Summary: Copyright Category Confusion

January 1, 1998

BY:

Neil J. Rosini

And Its Consequences: Online transmissions and the Rights of Exclusive Use Under Copyright

(Originally published in Entertainment and Sports Lawyer, a publication of the American Bar Association, 1998.)

Judicial decisions have established that widespread commercial copying via the Internet will not be countenanced no matter which category or categories of exclusive rights under copyright are said to be infringed. But the Copyright Act and the decisions which have attempted to apply it to the online environment, offer little guidance in determining which of the distinct exclusive rights under copyright are implicated by a range of online activities.

Congress (in the context of the Digital performance Right in Sound Recordings Act of 1995) has sidestepped the problem, and the international community at the 1996 WIPO Diplomatic Conference was not inclined to offer guidance either.

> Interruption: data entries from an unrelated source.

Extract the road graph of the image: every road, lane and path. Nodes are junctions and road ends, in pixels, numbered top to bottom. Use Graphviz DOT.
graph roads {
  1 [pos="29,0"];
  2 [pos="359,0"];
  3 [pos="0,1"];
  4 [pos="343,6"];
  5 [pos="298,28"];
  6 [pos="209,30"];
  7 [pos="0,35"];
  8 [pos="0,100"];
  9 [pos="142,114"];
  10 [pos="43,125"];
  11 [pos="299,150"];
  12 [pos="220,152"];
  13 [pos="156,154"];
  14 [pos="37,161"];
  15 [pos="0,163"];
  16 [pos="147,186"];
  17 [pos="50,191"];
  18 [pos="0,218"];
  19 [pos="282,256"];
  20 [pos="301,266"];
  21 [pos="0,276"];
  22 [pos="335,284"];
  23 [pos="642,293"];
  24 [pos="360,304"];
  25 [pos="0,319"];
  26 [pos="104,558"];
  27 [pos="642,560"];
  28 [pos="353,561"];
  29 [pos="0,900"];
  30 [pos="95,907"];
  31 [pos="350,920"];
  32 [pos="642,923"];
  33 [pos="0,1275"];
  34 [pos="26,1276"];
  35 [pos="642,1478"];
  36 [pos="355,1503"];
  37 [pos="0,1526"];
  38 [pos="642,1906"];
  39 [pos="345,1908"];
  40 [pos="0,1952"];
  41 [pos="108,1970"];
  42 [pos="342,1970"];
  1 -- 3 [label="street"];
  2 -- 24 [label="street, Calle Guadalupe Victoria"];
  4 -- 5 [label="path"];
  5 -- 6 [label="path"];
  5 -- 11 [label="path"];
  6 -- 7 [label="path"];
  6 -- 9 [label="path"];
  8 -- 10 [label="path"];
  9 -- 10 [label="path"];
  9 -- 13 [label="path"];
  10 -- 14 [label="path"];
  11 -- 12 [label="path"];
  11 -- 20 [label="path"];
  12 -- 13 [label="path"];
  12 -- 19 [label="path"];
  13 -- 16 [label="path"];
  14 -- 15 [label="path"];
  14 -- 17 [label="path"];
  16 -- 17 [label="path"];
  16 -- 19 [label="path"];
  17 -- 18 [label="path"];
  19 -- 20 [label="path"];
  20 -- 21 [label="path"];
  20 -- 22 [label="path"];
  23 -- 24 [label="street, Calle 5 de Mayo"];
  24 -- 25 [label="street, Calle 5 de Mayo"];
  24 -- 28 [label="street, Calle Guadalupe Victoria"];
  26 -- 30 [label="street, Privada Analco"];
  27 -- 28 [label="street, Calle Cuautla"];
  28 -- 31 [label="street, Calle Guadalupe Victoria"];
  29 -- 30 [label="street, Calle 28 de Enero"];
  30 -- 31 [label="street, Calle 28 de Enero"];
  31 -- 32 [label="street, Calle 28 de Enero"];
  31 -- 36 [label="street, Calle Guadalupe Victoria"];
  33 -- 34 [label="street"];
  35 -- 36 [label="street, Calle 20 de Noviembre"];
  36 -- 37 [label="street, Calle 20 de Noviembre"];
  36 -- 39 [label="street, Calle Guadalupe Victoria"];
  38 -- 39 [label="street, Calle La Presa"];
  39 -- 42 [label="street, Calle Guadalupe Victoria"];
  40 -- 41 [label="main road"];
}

The United States executive branch, while noting the problem in its White Paper, for its own reasons offered little by way of a legislative solution. And as a result of this confusion among exclusive categories of rights, both copyright owners and copyright users have little certainty about the types and sources of licenses required by common online activities, particularly when different exclusive rights are held by different persons for a given copyrighted work.

Solving this riddle is a daunting task. Anyone trying to apply existing categories of rights to online activities will find that technology is increasingly blurring the boundaries between those rights. Creating additional or substitute categories of rights or pursuing any other drastic alternative will be difficult, particularly because the stakes are so high. The results of that effort will determine who gets to collect fees for protected uses and what cost and trouble of obtaining clearances will need to be borne by technical innovators and content providers, all with wide-ranging effect and enormous financial consequences.